Submissive females have incredible leverage over their male masters due to the enormous glut of male dominants.  If a sub chooses to, she could easily switch out her current master for someone better (i.e., more attractive, smarter, wiser, richer, etc.)--yet some subs don't seem to realize this.

My hypothesis is that the nature of dom/sub relationships is psychologically advantageous to the dom to the point where a cunning dom can basically make his place impregnable, regardless of his actual merits.  So you see perverse outcomes like a far more intelligent sub convinced that her master has so much to teach her, when to the outside world he's really just another unsuccessful, middle-aged hillbilly.

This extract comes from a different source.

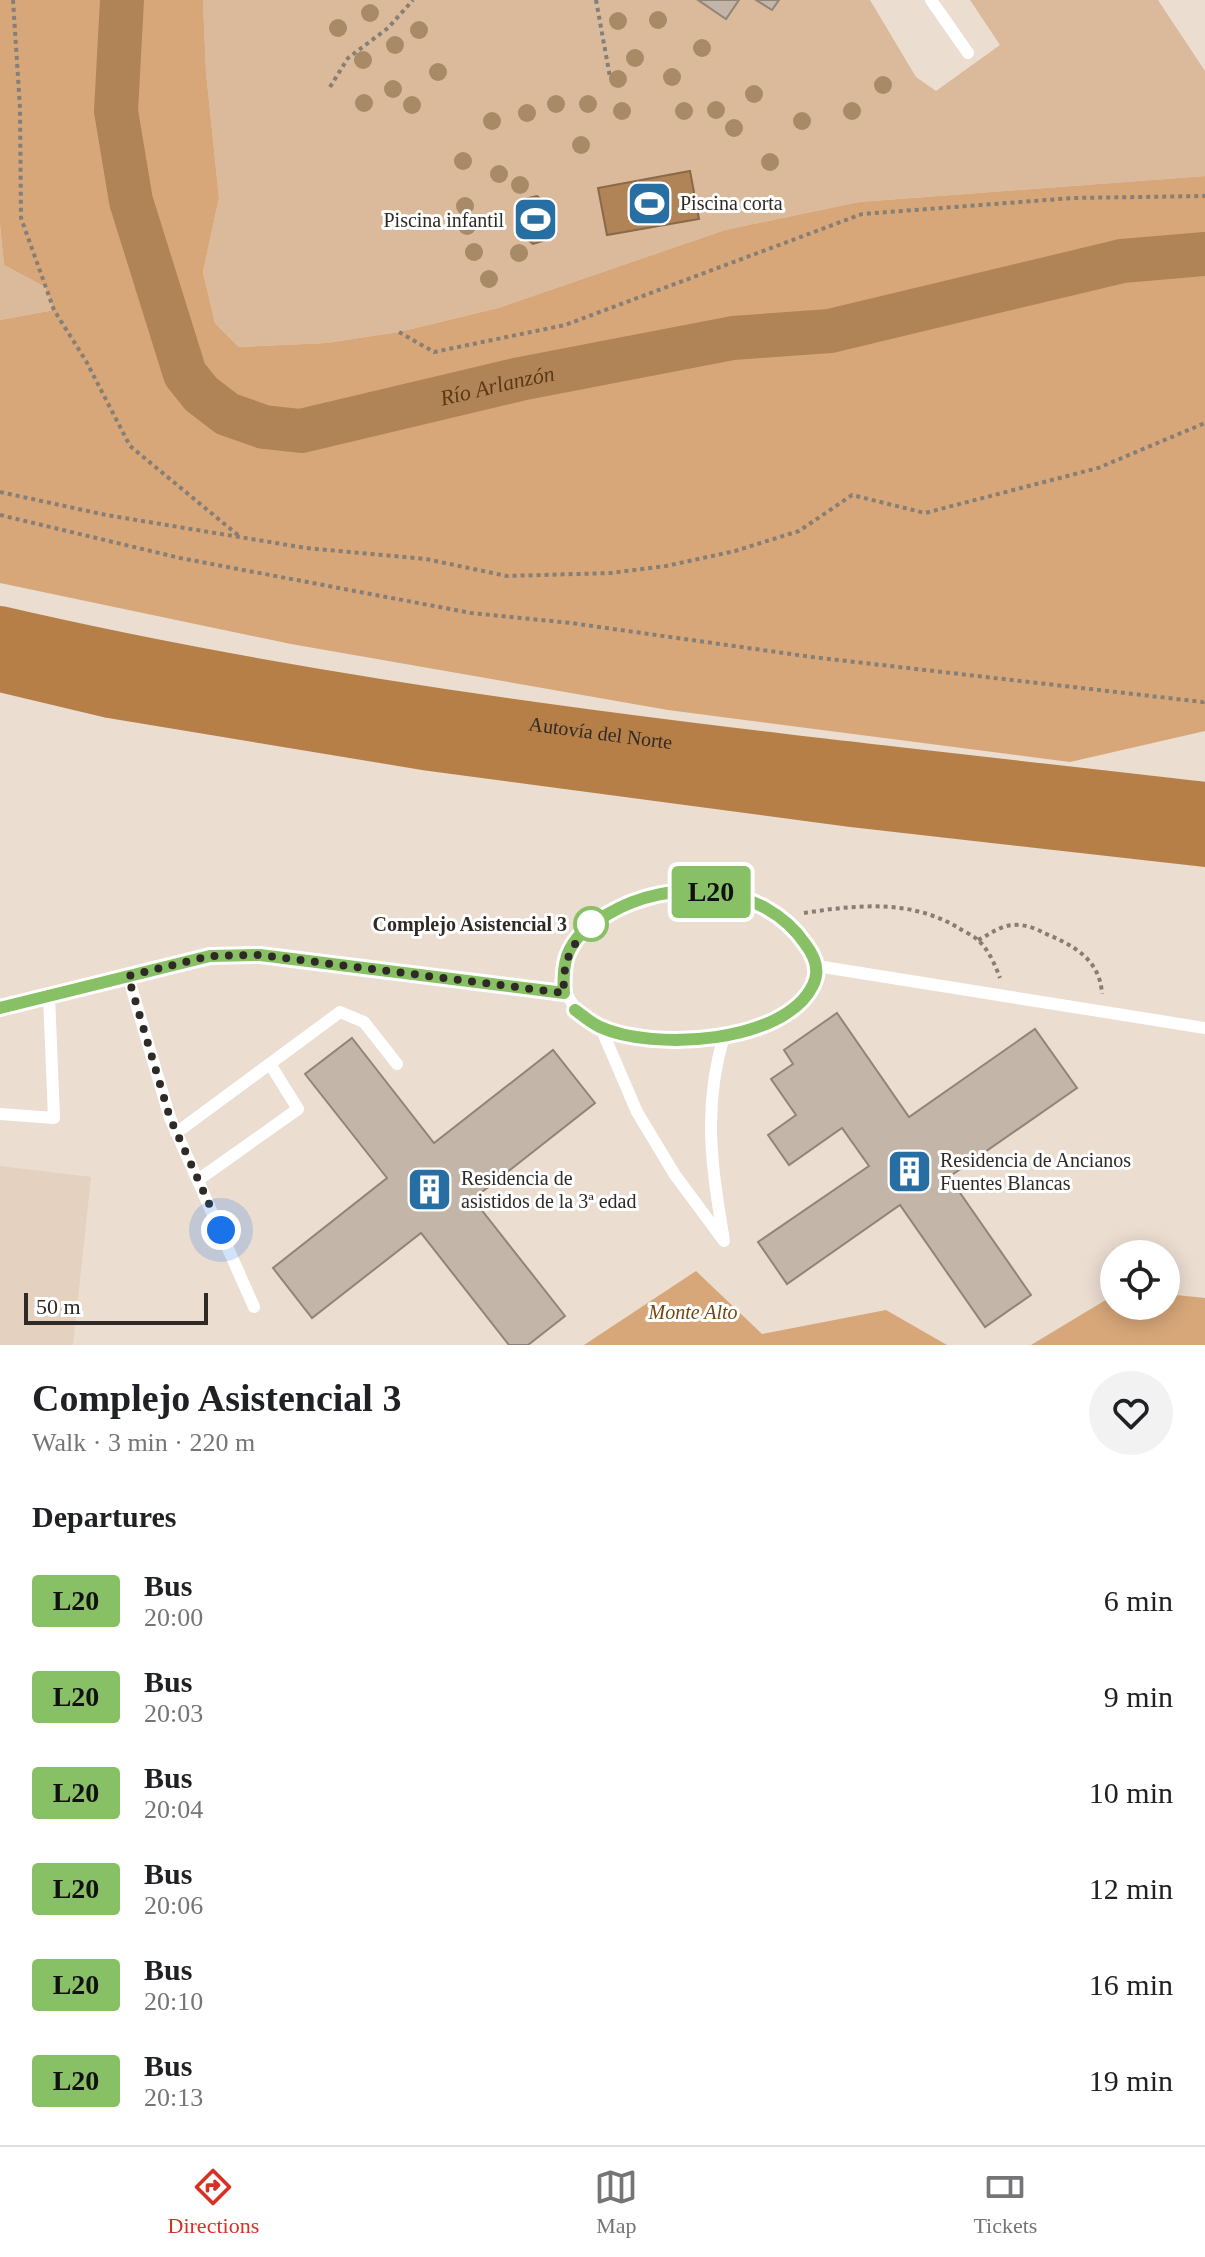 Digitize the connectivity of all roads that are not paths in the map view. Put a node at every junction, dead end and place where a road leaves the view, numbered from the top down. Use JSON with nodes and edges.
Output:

Agree, disagree, refinements?



why do you think that because some subs aren't switching their partners out for "better" (your words, not mine) doms, that it's because they dont' realize that they can?  to some of us it's not important if a partner is better than another partner choice in any area. 

a good relationship works on the "fit", (my words, not yours).  if it's a good fit, who the hell cares if the world thinks of me or him as a hillbilly?

in my world, the overalls and pork rinds aren't the important things at the end of the day.





roughleather -> RE: Sub females have more power than their male masters (9/2/2008 9:06:59 PM)

The "enormous glut of male dominants" is an online thing. Go to one of the major, upscale kinky events, like the Rubber Ball in London, the SF or LA fetish balls, or even SF's weekly Bondage a Go Go, and you'll find a roughly equal number of men and women. Even after subtracting the trannies.